Clone the repository:

git clone https://github.com/MeshchaninovViacheslav/DiMA.git

Create the environment for the repository:

conda env create --file environment.yaml
conda activate dima_env

Unconditional Generation

1- Prepare the config (src/configs/config.yaml):
a- Change the project.path to your repository location.
b- Change the defaults.encoder field. There are 3 possible DiMA models, based on the encoder used:
* esm2: ESM2-3B, sequence only encoder
* cheap: CHEAP, dual-decodable (sequence and structure) encoder
* saprot: SaProt-35M, multimodel encoder (strucutre is represented with structure tokens)

2- Run the generation code. You can find and example run in the example.ipynb.

import torch
from src.diffusion.dima import DiMAModel

device = torch.device("cuda" if torch.cuda.is_available() else "cpu")

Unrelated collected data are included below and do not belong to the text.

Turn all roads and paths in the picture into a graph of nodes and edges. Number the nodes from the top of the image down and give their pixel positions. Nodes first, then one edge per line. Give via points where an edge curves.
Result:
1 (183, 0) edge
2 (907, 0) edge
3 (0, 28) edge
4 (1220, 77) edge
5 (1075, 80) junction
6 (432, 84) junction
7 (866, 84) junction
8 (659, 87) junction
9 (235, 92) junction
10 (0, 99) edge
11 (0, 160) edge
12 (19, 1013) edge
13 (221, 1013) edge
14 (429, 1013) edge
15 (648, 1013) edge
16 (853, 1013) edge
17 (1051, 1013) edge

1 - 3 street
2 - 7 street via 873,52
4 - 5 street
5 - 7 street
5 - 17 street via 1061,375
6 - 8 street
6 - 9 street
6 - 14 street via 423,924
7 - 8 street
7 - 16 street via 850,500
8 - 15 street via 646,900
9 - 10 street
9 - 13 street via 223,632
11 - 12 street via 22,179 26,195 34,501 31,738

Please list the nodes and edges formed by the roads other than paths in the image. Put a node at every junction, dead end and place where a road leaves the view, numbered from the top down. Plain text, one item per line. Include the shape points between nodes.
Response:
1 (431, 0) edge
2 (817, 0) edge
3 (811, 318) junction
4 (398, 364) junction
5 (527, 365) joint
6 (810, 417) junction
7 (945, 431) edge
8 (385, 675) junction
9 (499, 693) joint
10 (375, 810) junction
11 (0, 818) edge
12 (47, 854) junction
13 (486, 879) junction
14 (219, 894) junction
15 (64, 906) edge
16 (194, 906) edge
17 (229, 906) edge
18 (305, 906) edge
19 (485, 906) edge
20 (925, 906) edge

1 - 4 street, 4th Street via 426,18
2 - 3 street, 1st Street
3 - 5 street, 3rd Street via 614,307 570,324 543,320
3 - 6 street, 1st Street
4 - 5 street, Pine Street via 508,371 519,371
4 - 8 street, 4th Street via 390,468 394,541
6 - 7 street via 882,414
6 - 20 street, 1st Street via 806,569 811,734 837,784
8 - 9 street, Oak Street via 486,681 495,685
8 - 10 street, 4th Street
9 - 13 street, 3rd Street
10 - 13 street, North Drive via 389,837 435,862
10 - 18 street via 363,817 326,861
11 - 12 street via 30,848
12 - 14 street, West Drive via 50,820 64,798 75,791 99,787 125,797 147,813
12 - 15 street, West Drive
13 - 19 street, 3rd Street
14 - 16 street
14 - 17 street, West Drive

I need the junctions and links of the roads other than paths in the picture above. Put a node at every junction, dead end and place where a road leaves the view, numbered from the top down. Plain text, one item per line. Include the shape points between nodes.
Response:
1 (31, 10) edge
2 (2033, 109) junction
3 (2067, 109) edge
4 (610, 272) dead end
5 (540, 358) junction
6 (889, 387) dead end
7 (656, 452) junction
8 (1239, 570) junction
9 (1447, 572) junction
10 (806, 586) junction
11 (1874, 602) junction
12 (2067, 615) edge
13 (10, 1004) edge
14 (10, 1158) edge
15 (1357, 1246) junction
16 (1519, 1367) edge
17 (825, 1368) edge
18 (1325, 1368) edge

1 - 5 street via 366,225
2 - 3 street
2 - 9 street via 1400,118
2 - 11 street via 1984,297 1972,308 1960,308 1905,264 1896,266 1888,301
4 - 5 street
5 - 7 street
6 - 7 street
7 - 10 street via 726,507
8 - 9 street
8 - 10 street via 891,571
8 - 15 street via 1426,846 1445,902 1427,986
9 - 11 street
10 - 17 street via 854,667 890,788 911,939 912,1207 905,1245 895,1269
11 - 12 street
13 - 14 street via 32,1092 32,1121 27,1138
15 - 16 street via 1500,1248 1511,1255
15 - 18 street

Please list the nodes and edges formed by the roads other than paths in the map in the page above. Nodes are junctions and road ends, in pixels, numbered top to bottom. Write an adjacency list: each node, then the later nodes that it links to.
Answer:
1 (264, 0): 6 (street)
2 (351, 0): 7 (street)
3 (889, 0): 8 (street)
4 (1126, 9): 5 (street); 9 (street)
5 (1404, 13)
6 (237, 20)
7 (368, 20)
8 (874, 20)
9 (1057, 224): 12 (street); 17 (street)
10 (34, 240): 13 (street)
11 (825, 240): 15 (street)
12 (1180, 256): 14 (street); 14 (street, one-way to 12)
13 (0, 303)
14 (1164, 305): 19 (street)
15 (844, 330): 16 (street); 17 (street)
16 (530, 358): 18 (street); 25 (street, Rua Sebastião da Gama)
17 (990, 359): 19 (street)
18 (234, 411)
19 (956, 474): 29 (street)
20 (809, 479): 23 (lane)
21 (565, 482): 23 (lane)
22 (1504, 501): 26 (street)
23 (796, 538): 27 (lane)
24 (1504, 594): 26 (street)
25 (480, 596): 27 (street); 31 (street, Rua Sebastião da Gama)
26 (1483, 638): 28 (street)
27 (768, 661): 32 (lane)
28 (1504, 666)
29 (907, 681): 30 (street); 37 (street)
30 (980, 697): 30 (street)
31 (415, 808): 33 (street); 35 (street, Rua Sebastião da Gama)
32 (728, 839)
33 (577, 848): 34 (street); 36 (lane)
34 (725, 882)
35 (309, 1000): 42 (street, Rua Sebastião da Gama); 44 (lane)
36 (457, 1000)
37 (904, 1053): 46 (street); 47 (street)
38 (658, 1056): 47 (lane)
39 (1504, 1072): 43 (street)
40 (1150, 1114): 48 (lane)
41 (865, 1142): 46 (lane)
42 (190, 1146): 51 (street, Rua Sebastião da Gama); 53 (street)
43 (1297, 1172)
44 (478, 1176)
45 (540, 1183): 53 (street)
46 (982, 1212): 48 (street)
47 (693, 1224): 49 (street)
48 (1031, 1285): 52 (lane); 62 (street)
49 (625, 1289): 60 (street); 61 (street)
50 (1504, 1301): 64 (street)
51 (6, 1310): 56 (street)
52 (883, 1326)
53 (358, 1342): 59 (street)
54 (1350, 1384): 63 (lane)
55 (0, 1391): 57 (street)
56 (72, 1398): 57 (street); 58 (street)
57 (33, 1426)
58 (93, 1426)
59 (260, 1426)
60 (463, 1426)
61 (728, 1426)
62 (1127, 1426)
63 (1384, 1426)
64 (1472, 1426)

model = DiMAModel(config_path="../configs", device=device)
model.load_pretrained()

sequences = model.generate_samples(num_texts=10)

In case of new training:

Data Preparation

DiMA was trained and evaluated on two distinct datasets, each selected for specific properties that facilitate robust model development and large-scale evaluation.

  • SwissProt: This is a high-quality, manually curated subset of the UniProt database. Its relatively small size and high-quality annotations make it an excellent choice for initial proof-of-concept studies and detailed component analyses. For our experiments, sequences were filtered to a length between 128 and 254 amino acids.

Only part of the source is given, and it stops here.